Identifier

etd-01242005-151053

Degree

Master of Arts (MA)

Department

Geography and Anthropology

Document Type

Thesis

Abstract

The thesis project developed from preliminary archaeological testing in 1999 at site 16WBR45, the original location of the Aillet House. The results of the testing were informative as they suggested the placement of the house and attested to casual activity on the porch. However, the results certainly did not answer the need for a more discerning interpretation of the historic house museum known as the Aillet House, currently on display at the West Baton Rouge Parish Museum. I collaborated with the museum in 2004 to bring to their current interpretive program anthropological insights gained from archaeological remains, an architectural survey of the structure, a social analysis of the house, and a social history of the lives of the two families.

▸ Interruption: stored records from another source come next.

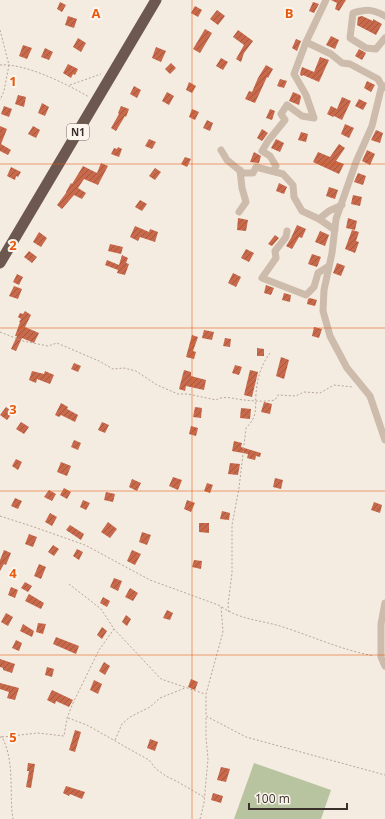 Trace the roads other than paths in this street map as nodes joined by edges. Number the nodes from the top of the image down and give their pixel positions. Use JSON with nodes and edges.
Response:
{"nodes":[{"id":1,"x":156,"y":0,"type":"edge"},
{"id":2,"x":326,"y":0,"type":"edge"},
{"id":3,"x":385,"y":16,"type":"edge"},
{"id":4,"x":385,"y":38,"type":"edge"},
{"id":5,"x":306,"y":42,"type":"junction"},
{"id":6,"x":384,"y":87,"type":"edge"},
{"id":7,"x":221,"y":150,"type":"dead end"},
{"id":8,"x":240,"y":170,"type":"junction"},
{"id":9,"x":273,"y":171,"type":"junction"},
{"id":10,"x":342,"y":205,"type":"junction"},
{"id":11,"x":239,"y":212,"type":"dead end"},
{"id":12,"x":318,"y":219,"type":"junction"},
{"id":13,"x":335,"y":230,"type":"junction"},
{"id":14,"x":286,"y":231,"type":"dead end"},
{"id":15,"x":0,"y":263,"type":"edge"},
{"id":16,"x":329,"y":266,"type":"junction"},
{"id":17,"x":385,"y":440,"type":"edge"},
{"id":18,"x":385,"y":603,"type":"edge"},
{"id":19,"x":385,"y":666,"type":"edge"}],
"edges":[{"from":1,"to":15,"type":"highway","number":"N1"},
{"from":2,"to":5,"type":"street"},
{"from":3,"to":4,"type":"street"},
{"from":5,"to":6,"type":"street"},
{"from":5,"to":9,"type":"street"},
{"from":6,"to":10,"type":"street"},
{"from":7,"to":8,"type":"street"},
{"from":8,"to":9,"type":"street"},
{"from":8,"to":11,"type":"street"},
{"from":9,"to":12,"type":"street"},
{"from":10,"to":12,"type":"street"},
{"from":10,"to":13,"type":"street"},
{"from":12,"to":13,"type":"street"},
{"from":13,"to":16,"type":"street"},
{"from":14,"to":16,"type":"street"},
{"from":16,"to":17,"type":"street"},
{"from":18,"to":19,"type":"street"}]} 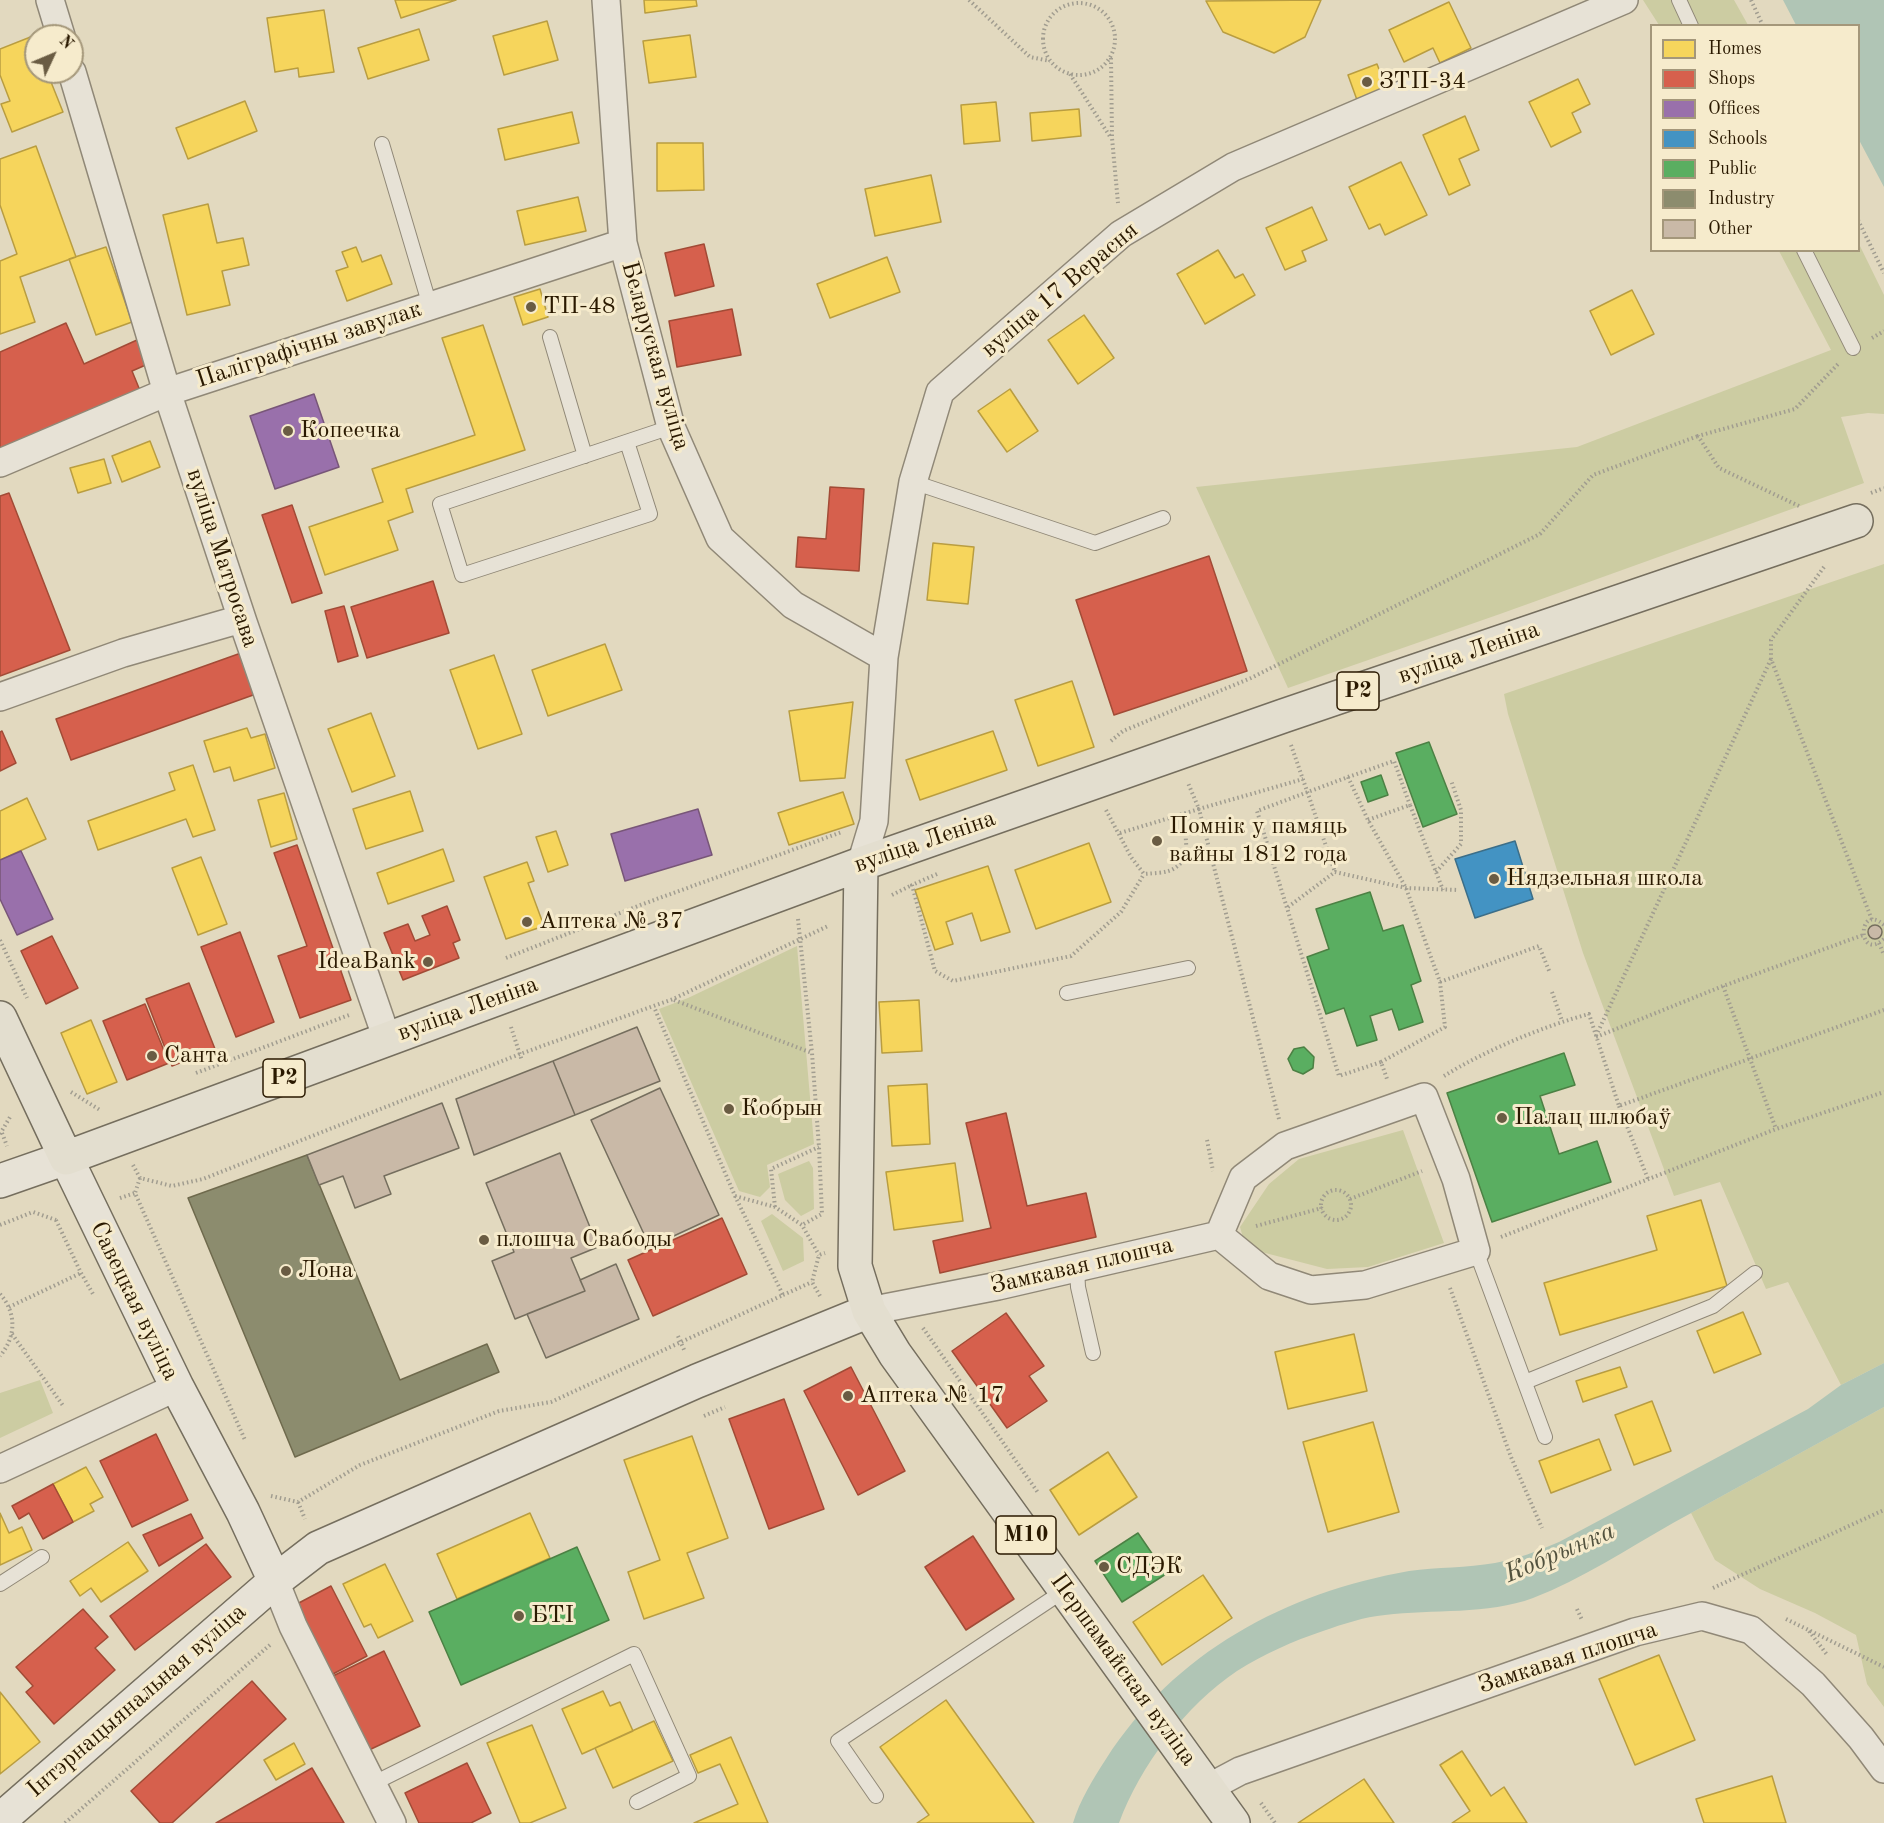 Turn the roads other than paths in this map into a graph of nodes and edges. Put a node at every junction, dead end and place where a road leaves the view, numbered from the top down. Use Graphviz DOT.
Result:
graph roads {
  1 [pos="50,0"];
  2 [pos="606,0"];
  3 [pos="1624,0"];
  4 [pos="1679,0"];
  5 [pos="57,24"];
  6 [pos="1690,24"];
  7 [pos="76,84"];
  8 [pos="382,144"];
  9 [pos="623,243"];
  10 [pos="1805,252"];
  11 [pos="430,306"];
  12 [pos="550,337"];
  13 [pos="1853,348"];
  14 [pos="167,392"];
  15 [pos="671,427"];
  16 [pos="627,442"];
  17 [pos="585,456"];
  18 [pos="0,463"];
  19 [pos="913,482"];
  20 [pos="1163,518"];
  21 [pos="1856,521"];
  22 [pos="243,622"];
  23 [pos="884,657"];
  24 [pos="0,697"];
  25 [pos="861,864"];
  26 [pos="1188,968"];
  27 [pos="1067,993"];
  28 [pos="0,1018"];
  29 [pos="387,1040"];
  30 [pos="66,1158"];
  31 [pos="0,1181"];
  32 [pos="1219,1235"];
  33 [pos="1476,1251"];
  34 [pos="1077,1268"];
  35 [pos="1755,1273"];
  36 [pos="869,1311"];
  37 [pos="1094,1353"];
  38 [pos="1525,1382"];
  39 [pos="177,1387"];
  40 [pos="1545,1437"];
  41 [pos="0,1469"];
  42 [pos="42,1557"];
  43 [pos="275,1581"];
  44 [pos="0,1584"];
  45 [pos="1065,1590"];
  46 [pos="1884,1769"];
  47 [pos="372,1784"];
  48 [pos="1208,1788"];
  49 [pos="876,1796"];
  50 [pos="637,1802"];
  51 [pos="0,1820"];
  52 [pos="392,1823"];
  53 [pos="1233,1823"];
  1 -- 5 [label="street"];
  2 -- 9 [label="street, Беларуская вуліца"];
  3 -- 19 [label="street, вуліца 17 Верасня"];
  4 -- 6 [label="lane"];
  7 -- 14 [label="street, вуліца Матросава"];
  8 -- 11 [label="lane"];
  9 -- 11 [label="street, Паліграфічны завулак"];
  9 -- 15 [label="street, Беларуская вуліца"];
  10 -- 13 [label="lane"];
  11 -- 14 [label="street, Паліграфічны завулак"];
  12 -- 17 [label="lane"];
  14 -- 18 [label="street, Паліграфічны завулак"];
  14 -- 22 [label="street, вуліца Матросава"];
  15 -- 16 [label="lane"];
  15 -- 23 [label="street, Беларуская вуліца"];
  16 -- 17 [label="lane"];
  16 -- 17 [label="lane"];
  19 -- 20 [label="lane"];
  19 -- 23 [label="street, вуліца 17 Верасня"];
  21 -- 25 [label="main road, вуліца Леніна / Р2"];
  22 -- 24 [label="street"];
  22 -- 29 [label="street, вуліца Матросава"];
  23 -- 25 [label="street, вуліца 17 Верасня"];
  25 -- 29 [label="main road, вуліца Леніна / Р2"];
  25 -- 36 [label="main road, М10"];
  26 -- 27 [label="lane"];
  28 -- 30 [label="main road, Савецкая вуліца"];
  29 -- 30 [label="main road, вуліца Леніна / Р2"];
  30 -- 31 [label="main road, вуліца Леніна"];
  30 -- 39 [label="main road, Савецкая вуліца"];
  32 -- 33 [label="street"];
  32 -- 33 [label="street"];
  32 -- 34 [label="street, Замкавая плошча"];
  33 -- 38 [label="lane"];
  34 -- 36 [label="street, Замкавая плошча"];
  34 -- 37 [label="lane"];
  35 -- 38 [label="lane"];
  36 -- 43 [label="main road"];
  36 -- 45 [label="main road, Першамайская вуліца / М10"];
  38 -- 40 [label="lane"];
  39 -- 41 [label="street"];
  39 -- 43 [label="main road, Савецкая вуліца"];
  42 -- 44 [label="lane"];
  43 -- 47 [label="street"];
  43 -- 51 [label="main road, Інтэрнацыянальная вуліца"];
  45 -- 48 [label="main road, Першамайская вуліца / М10"];
  45 -- 49 [label="lane"];
  46 -- 48 [label="street, Замкавая плошча"];
  47 -- 50 [label="lane"];
  47 -- 52 [label="street"];
  48 -- 53 [label="main road, Першамайская вуліца / М10"];
} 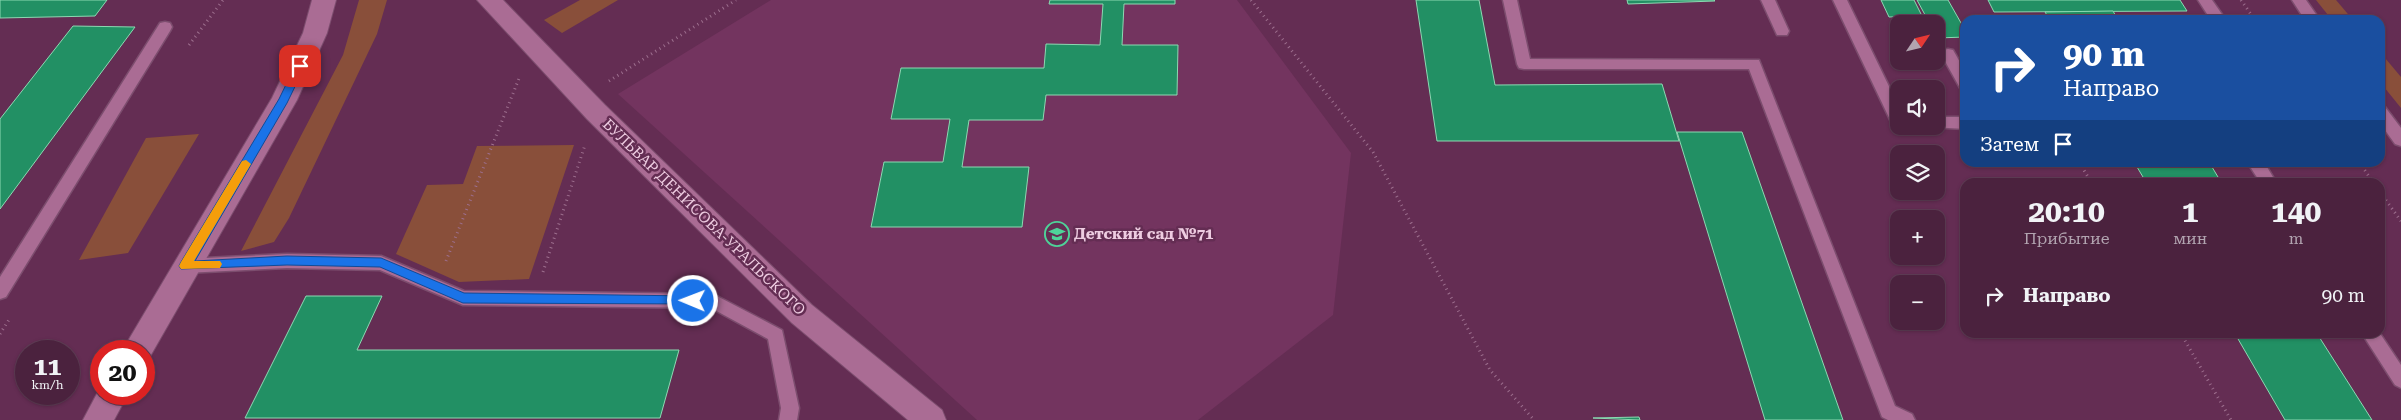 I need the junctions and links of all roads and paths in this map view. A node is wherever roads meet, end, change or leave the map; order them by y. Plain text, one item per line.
1 (324, 0) edge
2 (489, 0) edge
3 (736, 0) edge
4 (1252, 0) edge
5 (1510, 0) edge
6 (1768, 0) edge
7 (1840, 0) edge
8 (2205, 0) edge
9 (2241, 0) edge
10 (2298, 0) edge
11 (2216, 15) edge
12 (2252, 15) edge
13 (2309, 15) edge
14 (165, 27) dead end
15 (1782, 31) dead end
16 (532, 46) junction
17 (1948, 54) dead end
18 (1960, 75) edge
19 (590, 105) junction
20 (1890, 105) edge
21 (2385, 118) edge
22 (1960, 123) edge
23 (1945, 124) edge
24 (2401, 140) edge
25 (2082, 167) edge
26 (2258, 167) edge
27 (2362, 167) edge
28 (2089, 178) edge
29 (2265, 178) edge
30 (2370, 178) edge
31 (2385, 199) edge
32 (2401, 221) edge
33 (185, 266) junction
34 (436, 287) junction
35 (0, 292) edge
36 (534, 299) junction
37 (2183, 338) edge
38 (2373, 338) edge
39 (143, 340) edge
40 (2401, 380) edge
41 (107, 405) edge
42 (98, 420) edge
43 (788, 420) edge
44 (931, 420) edge
45 (1534, 420) edge
46 (1906, 420) edge
47 (2231, 420) edge

1 - 33 street
2 - 16 street, БУЛЬВАР ДЕНИСОВА-УРАЛЬСКОГО
3 - 19 path
4 - 45 path
5 - 46 lane
6 - 15 lane
7 - 20 lane
8 - 11 lane
9 - 12 path
10 - 13 lane
14 - 35 lane
16 - 19 street, БУЛЬВАР ДЕНИСОВА-УРАЛЬСКОГО
16 - 34 path
17 - 18 lane
19 - 36 path
19 - 44 street, БУЛЬВАР ДЕНИСОВА-УРАЛЬСКОГО
21 - 24 lane
22 - 23 lane
25 - 28 path
26 - 29 lane
27 - 30 path
31 - 32 path
33 - 34 lane
33 - 39 street
34 - 36 lane
36 - 43 lane
37 - 47 path
38 - 40 lane
41 - 42 street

The identity of the house was explored in three stages related to the construction and development of the house. The Acadian Cottage was constructed during the Landry period, circa 1830, and their tenancy illustrates the social and political life of an Acadian small planter before the Civil War. The material identities detected within the home illustrate a contest between the presentation of ethnic allegiances and cultural stability. During the Aillet period at the turn of the century, the house was modernized with the addition of a kitchen and dining room. It was determined that some materials lost their power to convey meaning in face of the increased valuation of mass-produced goods. Despite the changes of material identities, certain Acadian continuities were detected in the use of the attic space as a sleeping chamber and the use of the gallery as an outside room. The house is now presented at the Parish museum as a monument to the French-Creole life in antebellum South Louisiana. An opportunity exists for community involvement in the necessary reconstruction of social memory. An exhibit illustrating the lives of the Landry and Aillet families as well as notable changes through time in room use and in material identity will contribute to the museum’s interpretive program.

Date

2005

Document Availability at the Time of Submission

Release the entire work immediately for access worldwide.